Stay up to date with notifications from The Independent

Notifications can be managed in browser preferences.

Standard to cut investment banking costs over 3 deckys

John Eisenhammer
Thursday 09 March 1995 00:02 GMT
Comments

BY JOHN EISENHAMMER

Standard Chartered is paring its investment banking operations as part of an aggressive drive to cut costs across the group. Malcolm Williamson, the chief executive, said yesterday that reducing participation in investment banking was "a top priority".

He also said pre-tax profits in 1994 were up 27 per cent to £510m. Standard Chartered shares closed 17.5p up at 265p.

The investment banking operations recorded a loss of £16m after a profit of £47m in 1993. The bank's securities operation in Hong Kong, its most important centre, has been banned until next month from participating in new issues, after being involved in a market rigging scandal last summer.

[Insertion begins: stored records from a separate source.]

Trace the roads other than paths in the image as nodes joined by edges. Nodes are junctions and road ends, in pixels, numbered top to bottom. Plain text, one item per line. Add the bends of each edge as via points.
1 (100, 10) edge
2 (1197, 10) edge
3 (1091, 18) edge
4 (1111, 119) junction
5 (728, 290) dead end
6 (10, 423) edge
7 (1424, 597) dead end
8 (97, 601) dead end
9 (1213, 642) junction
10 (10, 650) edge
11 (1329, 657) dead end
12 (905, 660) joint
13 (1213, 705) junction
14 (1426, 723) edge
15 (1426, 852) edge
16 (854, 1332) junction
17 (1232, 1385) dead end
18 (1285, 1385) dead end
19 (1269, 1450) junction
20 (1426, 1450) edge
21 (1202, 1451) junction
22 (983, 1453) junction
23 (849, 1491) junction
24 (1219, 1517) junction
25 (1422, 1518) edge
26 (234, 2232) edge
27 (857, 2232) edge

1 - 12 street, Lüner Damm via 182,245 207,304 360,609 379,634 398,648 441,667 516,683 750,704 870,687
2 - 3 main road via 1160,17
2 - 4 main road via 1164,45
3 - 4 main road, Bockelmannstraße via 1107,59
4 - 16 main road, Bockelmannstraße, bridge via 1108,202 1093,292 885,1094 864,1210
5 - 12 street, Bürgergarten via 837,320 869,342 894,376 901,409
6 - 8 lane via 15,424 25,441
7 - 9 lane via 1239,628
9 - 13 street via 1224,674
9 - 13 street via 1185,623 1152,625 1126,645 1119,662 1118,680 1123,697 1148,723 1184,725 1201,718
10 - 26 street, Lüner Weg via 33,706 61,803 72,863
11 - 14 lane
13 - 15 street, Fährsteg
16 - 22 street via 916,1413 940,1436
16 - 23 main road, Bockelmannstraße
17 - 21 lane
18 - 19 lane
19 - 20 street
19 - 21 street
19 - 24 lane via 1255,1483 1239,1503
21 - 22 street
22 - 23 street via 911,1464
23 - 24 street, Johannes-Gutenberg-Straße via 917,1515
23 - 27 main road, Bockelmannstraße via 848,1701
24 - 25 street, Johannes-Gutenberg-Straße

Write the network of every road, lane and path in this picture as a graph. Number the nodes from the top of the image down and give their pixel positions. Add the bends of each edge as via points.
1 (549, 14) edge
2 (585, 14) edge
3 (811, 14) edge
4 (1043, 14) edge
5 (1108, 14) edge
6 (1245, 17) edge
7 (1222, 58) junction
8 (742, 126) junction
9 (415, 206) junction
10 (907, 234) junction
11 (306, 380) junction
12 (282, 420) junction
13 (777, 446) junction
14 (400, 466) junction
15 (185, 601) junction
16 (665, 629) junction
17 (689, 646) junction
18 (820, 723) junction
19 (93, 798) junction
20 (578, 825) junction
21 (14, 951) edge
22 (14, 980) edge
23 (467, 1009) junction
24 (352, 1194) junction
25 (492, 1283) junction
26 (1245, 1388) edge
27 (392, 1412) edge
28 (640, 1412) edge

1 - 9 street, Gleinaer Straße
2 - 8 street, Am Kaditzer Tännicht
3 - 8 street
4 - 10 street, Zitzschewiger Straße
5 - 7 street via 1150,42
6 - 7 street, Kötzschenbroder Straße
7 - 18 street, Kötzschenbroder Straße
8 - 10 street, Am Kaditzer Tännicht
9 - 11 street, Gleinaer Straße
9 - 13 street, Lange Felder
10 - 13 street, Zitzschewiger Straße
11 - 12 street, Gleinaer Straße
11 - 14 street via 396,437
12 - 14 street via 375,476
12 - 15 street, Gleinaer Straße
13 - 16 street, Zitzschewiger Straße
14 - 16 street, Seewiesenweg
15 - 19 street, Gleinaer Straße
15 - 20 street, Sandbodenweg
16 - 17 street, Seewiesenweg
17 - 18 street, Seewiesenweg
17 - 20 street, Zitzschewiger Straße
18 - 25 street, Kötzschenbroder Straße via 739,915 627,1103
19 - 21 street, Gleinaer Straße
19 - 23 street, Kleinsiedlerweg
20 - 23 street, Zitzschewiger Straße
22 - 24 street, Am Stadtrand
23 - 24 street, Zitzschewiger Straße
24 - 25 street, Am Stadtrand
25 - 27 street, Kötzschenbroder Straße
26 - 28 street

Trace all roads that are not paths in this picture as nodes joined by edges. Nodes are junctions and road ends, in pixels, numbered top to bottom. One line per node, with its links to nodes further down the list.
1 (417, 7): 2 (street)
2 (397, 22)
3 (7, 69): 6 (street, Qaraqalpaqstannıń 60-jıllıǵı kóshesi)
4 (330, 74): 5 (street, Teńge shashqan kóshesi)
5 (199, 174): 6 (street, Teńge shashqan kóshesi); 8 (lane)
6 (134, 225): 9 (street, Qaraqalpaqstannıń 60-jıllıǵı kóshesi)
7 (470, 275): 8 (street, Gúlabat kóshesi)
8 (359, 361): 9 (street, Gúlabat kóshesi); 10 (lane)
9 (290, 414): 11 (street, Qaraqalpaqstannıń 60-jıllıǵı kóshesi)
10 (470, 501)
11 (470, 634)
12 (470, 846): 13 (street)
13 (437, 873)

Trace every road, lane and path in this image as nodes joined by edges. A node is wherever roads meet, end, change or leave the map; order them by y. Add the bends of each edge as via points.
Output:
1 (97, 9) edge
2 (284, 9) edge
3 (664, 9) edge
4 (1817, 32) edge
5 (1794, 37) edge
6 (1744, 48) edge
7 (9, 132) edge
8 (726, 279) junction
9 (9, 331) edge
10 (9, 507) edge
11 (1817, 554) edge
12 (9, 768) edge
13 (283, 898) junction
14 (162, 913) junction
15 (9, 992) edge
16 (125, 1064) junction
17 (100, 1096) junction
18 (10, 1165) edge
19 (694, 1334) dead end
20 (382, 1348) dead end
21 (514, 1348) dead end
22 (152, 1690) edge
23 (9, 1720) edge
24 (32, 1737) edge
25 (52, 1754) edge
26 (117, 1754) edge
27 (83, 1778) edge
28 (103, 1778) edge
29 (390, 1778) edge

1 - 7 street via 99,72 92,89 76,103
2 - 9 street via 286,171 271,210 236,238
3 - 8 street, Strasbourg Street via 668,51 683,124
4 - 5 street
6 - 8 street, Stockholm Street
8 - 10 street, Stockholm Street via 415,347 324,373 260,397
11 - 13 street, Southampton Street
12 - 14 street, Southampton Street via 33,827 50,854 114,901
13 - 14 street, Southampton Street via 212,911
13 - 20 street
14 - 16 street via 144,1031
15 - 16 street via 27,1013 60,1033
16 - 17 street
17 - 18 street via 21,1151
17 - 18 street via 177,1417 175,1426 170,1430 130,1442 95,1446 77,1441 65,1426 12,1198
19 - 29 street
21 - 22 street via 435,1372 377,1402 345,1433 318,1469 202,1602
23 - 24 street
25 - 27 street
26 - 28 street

Mr Williamson said it is too early to say whether Standard Chartered will be substantially scaling back its equity operations. The main thrust of the cost-cutting is to centralise back-office administration.

"We have to get our high investment-banking fixed costs well down, after the strong growth in the boom," said Peter Wood, the finance director.

A 3 per cent reduction in group costs last year helped boost strong earnings figures. Unlike the big UK clearers, whose improved performance has come almost entirely from reductions in bad-debt provisions, Standard Chartered posted 2 per cent growth in profits before bad debt, to £627m.

"These are very good figures; the cost reductions are particularly impressive," said Simon Samuels of Smith New Court, which placed the share on a buy recommendation.

Standard raised its dividend by a third to 8 pence. The bank benefited from strong economic growth and high saving rates in Asia. Mr Williamson stressed, however, that the bank was concentrating on the quality of lending, and reducing its property exposure. "We have to resist the temptation to push the boat out," he said.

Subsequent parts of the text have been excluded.